• **Your assignment**
Quote all lines below exactly. Images stay out.

--------------------

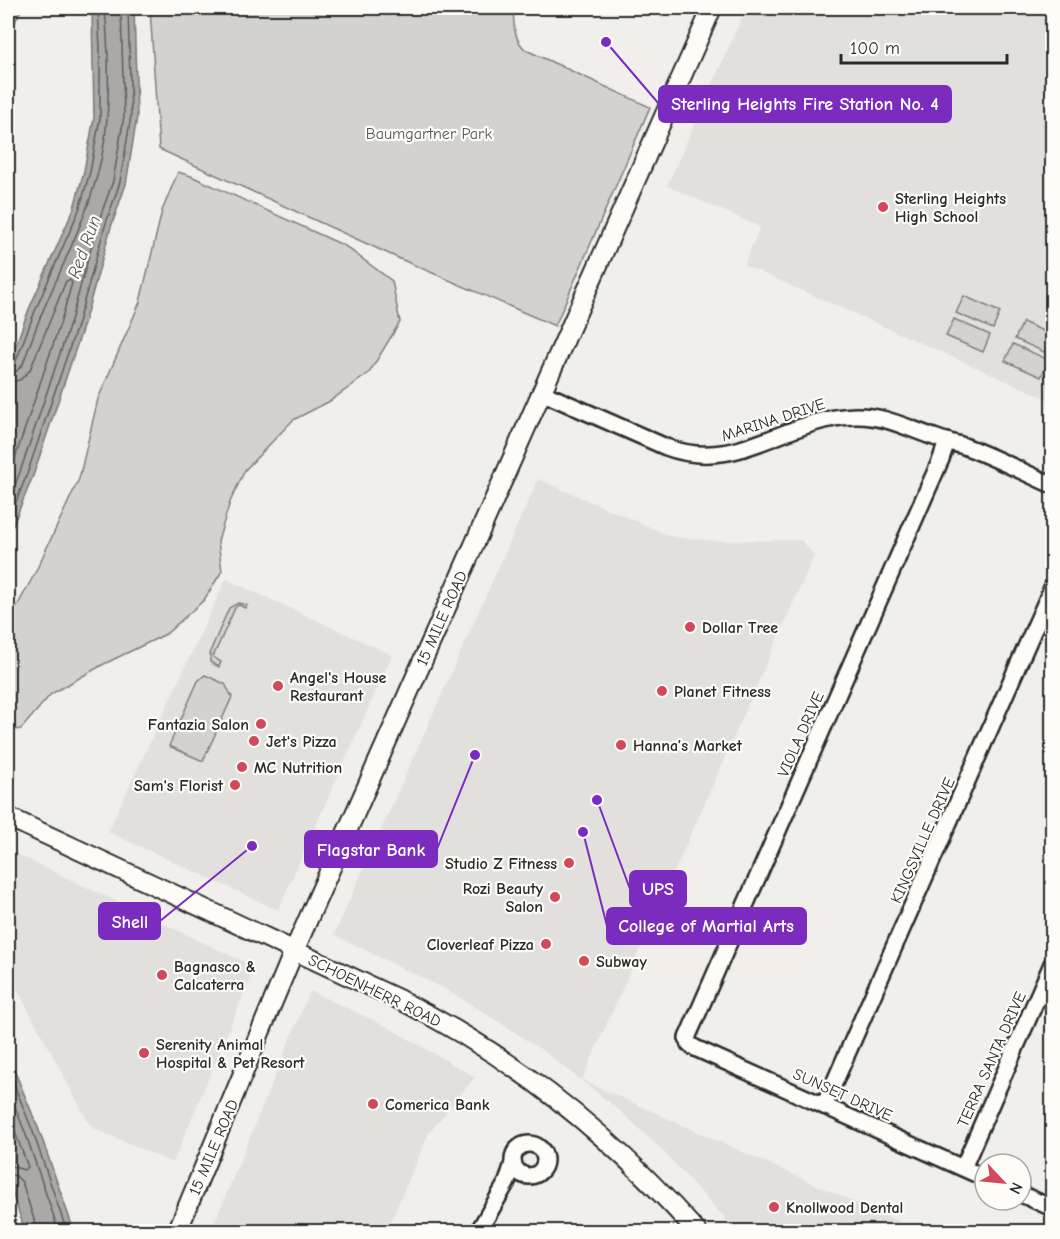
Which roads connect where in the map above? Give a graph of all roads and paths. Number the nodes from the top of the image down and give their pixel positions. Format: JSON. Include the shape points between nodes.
{"nodes":[{"id":1,"x":712,"y":8,"type":"edge"},
{"id":2,"x":541,"y":392,"type":"junction"},
{"id":3,"x":947,"y":441,"type":"junction"},
{"id":4,"x":1053,"y":485,"type":"edge"},
{"id":5,"x":1053,"y":588,"type":"edge"},
{"id":6,"x":8,"y":818,"type":"edge"},
{"id":7,"x":294,"y":951,"type":"junction"},
{"id":8,"x":1053,"y":964,"type":"edge"},
{"id":9,"x":688,"y":1041,"type":"joint"},
{"id":10,"x":824,"y":1106,"type":"junction"},
{"id":11,"x":513,"y":1163,"type":"junction"},
{"id":12,"x":963,"y":1168,"type":"junction"},
{"id":13,"x":973,"y":1173,"type":"edge"},
{"id":14,"x":526,"y":1176,"type":"junction"},
{"id":15,"x":507,"y":1182,"type":"junction"},
{"id":16,"x":1033,"y":1199,"type":"edge"},
{"id":17,"x":1053,"y":1208,"type":"edge"},
{"id":18,"x":177,"y":1232,"type":"edge"},
{"id":19,"x":478,"y":1232,"type":"edge"},
{"id":20,"x":697,"y":1232,"type":"edge"}],
"edges":[{"from":1,"to":2,"type":"main road","name":"15 MILE ROAD"},
{"from":2,"to":3,"type":"street","name":"MARINA DRIVE","via":[[686,454],[734,452],[835,417],[891,420]]},
{"from":2,"to":7,"type":"main road","name":"15 MILE ROAD"},
{"from":3,"to":4,"type":"street","name":"MARINA DRIVE"},
{"from":3,"to":9,"type":"street","name":"VIOLA DRIVE","via":[[689,1030]]},
{"from":5,"to":10,"type":"street","name":"KINGSVILLE DRIVE"},
{"from":6,"to":7,"type":"main road","name":"SCHOENHERR ROAD"},
{"from":7,"to":18,"type":"main road","name":"15 MILE ROAD"},
{"from":7,"to":20,"type":"main road","name":"SCHOENHERR ROAD","via":[[431,1015],[510,1064],[608,1141]]},
{"from":8,"to":12,"type":"street","name":"TERRA SANTA DRIVE"},
{"from":9,"to":10,"type":"street","name":"SUNSET DRIVE","via":[[695,1048]]},
{"from":10,"to":12,"type":"street","name":"SUNSET DRIVE"},
{"from":11,"to":14,"type":"street","via":[[517,1172]]},
{"from":11,"to":14,"type":"street","via":[[515,1152],[523,1145],[539,1148],[543,1167]]},
{"from":11,"to":15,"type":"street"},
{"from":12,"to":13,"type":"street","name":"SUNSET DRIVE"},
{"from":14,"to":15,"type":"street"},
{"from":15,"to":19,"type":"street"},
{"from":16,"to":17,"type":"street"}]}
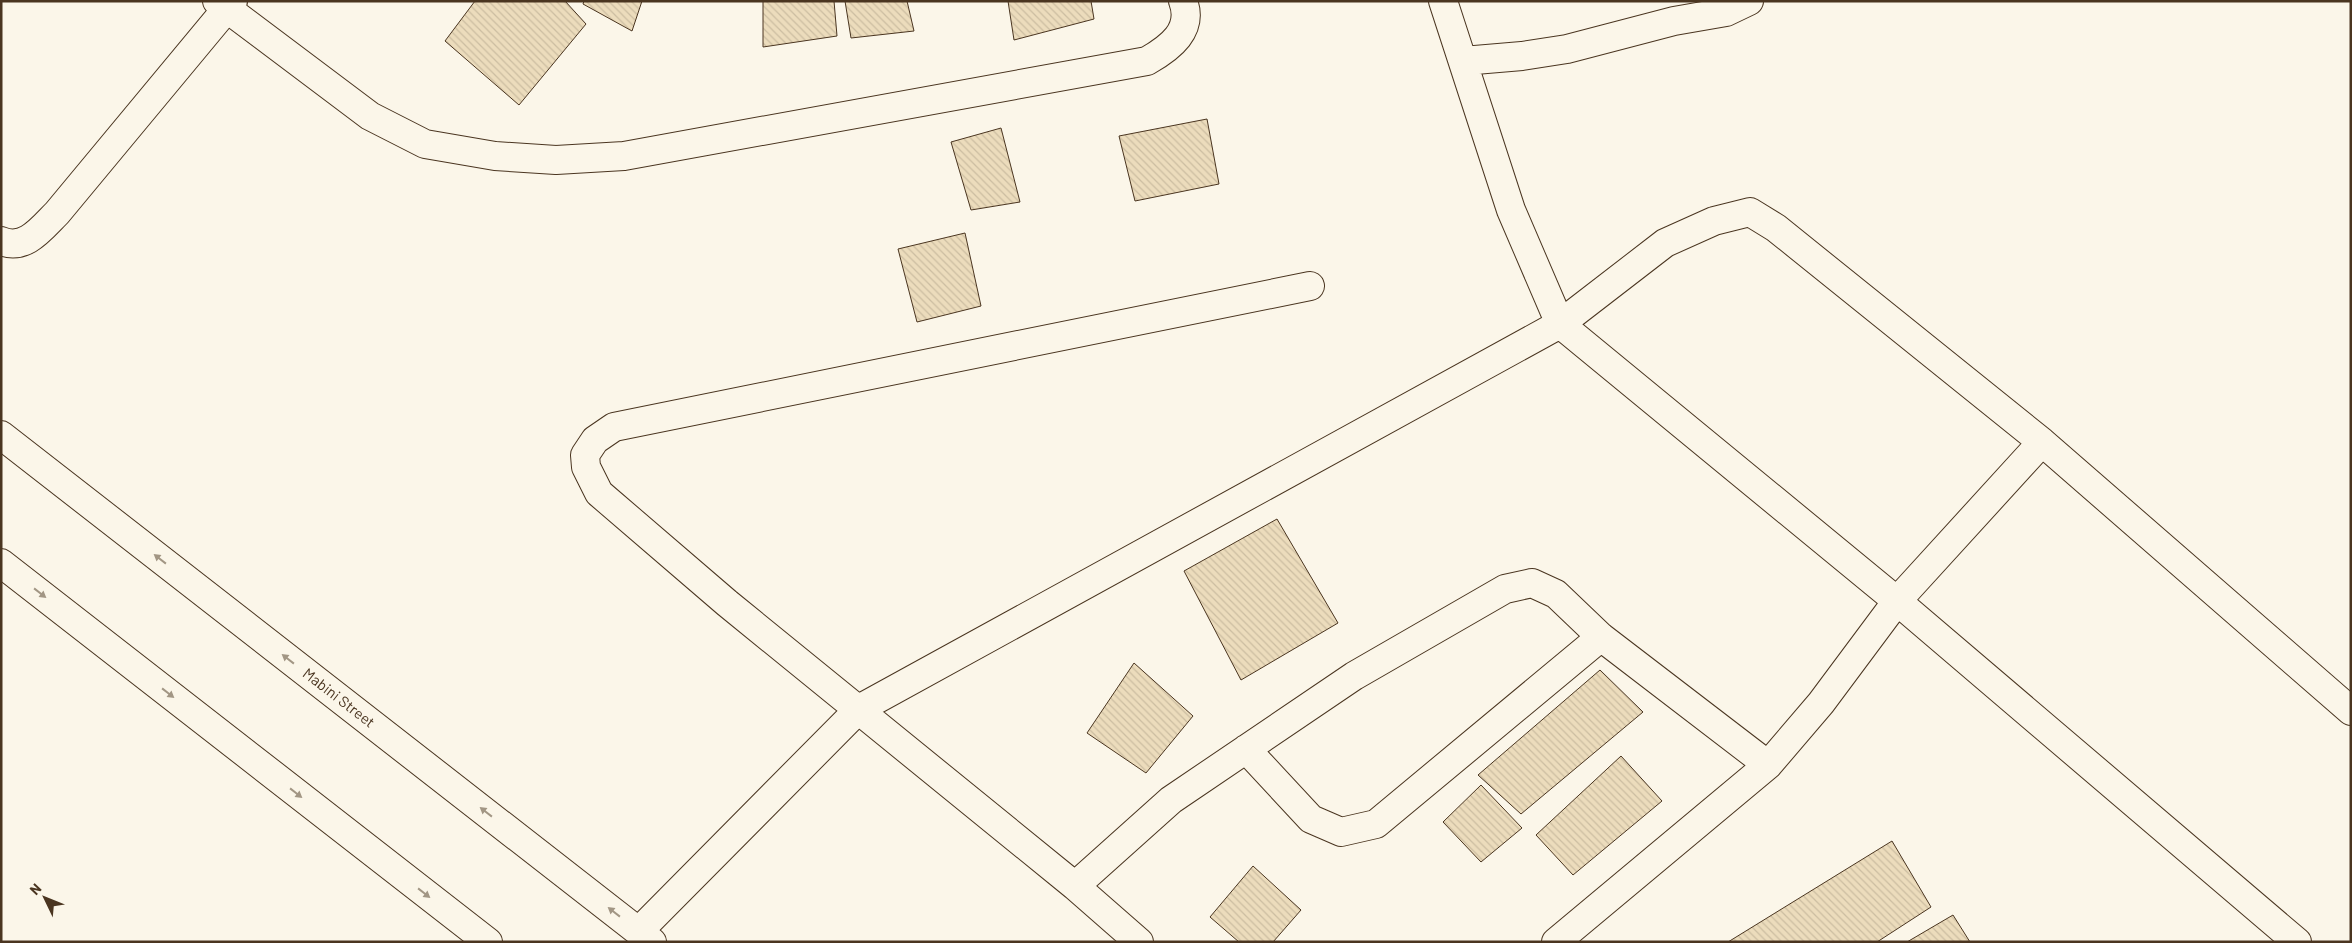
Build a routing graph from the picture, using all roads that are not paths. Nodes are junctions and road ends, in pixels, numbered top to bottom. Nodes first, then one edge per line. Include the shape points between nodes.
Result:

--------------------

• **Answer**
Which roads connect where in the map above? Give a graph of all roads and paths. Number the nodes from the top of the image down and give their pixel positions. Format: JSON. Include the shape points between nodes.
{"nodes":[{"id":1,"x":712,"y":8,"type":"edge"},
{"id":2,"x":541,"y":392,"type":"junction"},
{"id":3,"x":947,"y":441,"type":"junction"},
{"id":4,"x":1053,"y":485,"type":"edge"},
{"id":5,"x":1053,"y":588,"type":"edge"},
{"id":6,"x":8,"y":818,"type":"edge"},
{"id":7,"x":294,"y":951,"type":"junction"},
{"id":8,"x":1053,"y":964,"type":"edge"},
{"id":9,"x":688,"y":1041,"type":"joint"},
{"id":10,"x":824,"y":1106,"type":"junction"},
{"id":11,"x":513,"y":1163,"type":"junction"},
{"id":12,"x":963,"y":1168,"type":"junction"},
{"id":13,"x":973,"y":1173,"type":"edge"},
{"id":14,"x":526,"y":1176,"type":"junction"},
{"id":15,"x":507,"y":1182,"type":"junction"},
{"id":16,"x":1033,"y":1199,"type":"edge"},
{"id":17,"x":1053,"y":1208,"type":"edge"},
{"id":18,"x":177,"y":1232,"type":"edge"},
{"id":19,"x":478,"y":1232,"type":"edge"},
{"id":20,"x":697,"y":1232,"type":"edge"}],
"edges":[{"from":1,"to":2,"type":"main road","name":"15 MILE ROAD"},
{"from":2,"to":3,"type":"street","name":"MARINA DRIVE","via":[[686,454],[734,452],[835,417],[891,420]]},
{"from":2,"to":7,"type":"main road","name":"15 MILE ROAD"},
{"from":3,"to":4,"type":"street","name":"MARINA DRIVE"},
{"from":3,"to":9,"type":"street","name":"VIOLA DRIVE","via":[[689,1030]]},
{"from":5,"to":10,"type":"street","name":"KINGSVILLE DRIVE"},
{"from":6,"to":7,"type":"main road","name":"SCHOENHERR ROAD"},
{"from":7,"to":18,"type":"main road","name":"15 MILE ROAD"},
{"from":7,"to":20,"type":"main road","name":"SCHOENHERR ROAD","via":[[431,1015],[510,1064],[608,1141]]},
{"from":8,"to":12,"type":"street","name":"TERRA SANTA DRIVE"},
{"from":9,"to":10,"type":"street","name":"SUNSET DRIVE","via":[[695,1048]]},
{"from":10,"to":12,"type":"street","name":"SUNSET DRIVE"},
{"from":11,"to":14,"type":"street","via":[[517,1172]]},
{"from":11,"to":14,"type":"street","via":[[515,1152],[523,1145],[539,1148],[543,1167]]},
{"from":11,"to":15,"type":"street"},
{"from":12,"to":13,"type":"street","name":"SUNSET DRIVE"},
{"from":14,"to":15,"type":"street"},
{"from":15,"to":19,"type":"street"},
{"from":16,"to":17,"type":"street"}]}
Build a routing graph from the picture, using all roads that are not paths. Nodes are junctions and road ends, in pixels, numbered top to bottom. Nodes first, then one edge per line. Include the shape points between nodes.
Result:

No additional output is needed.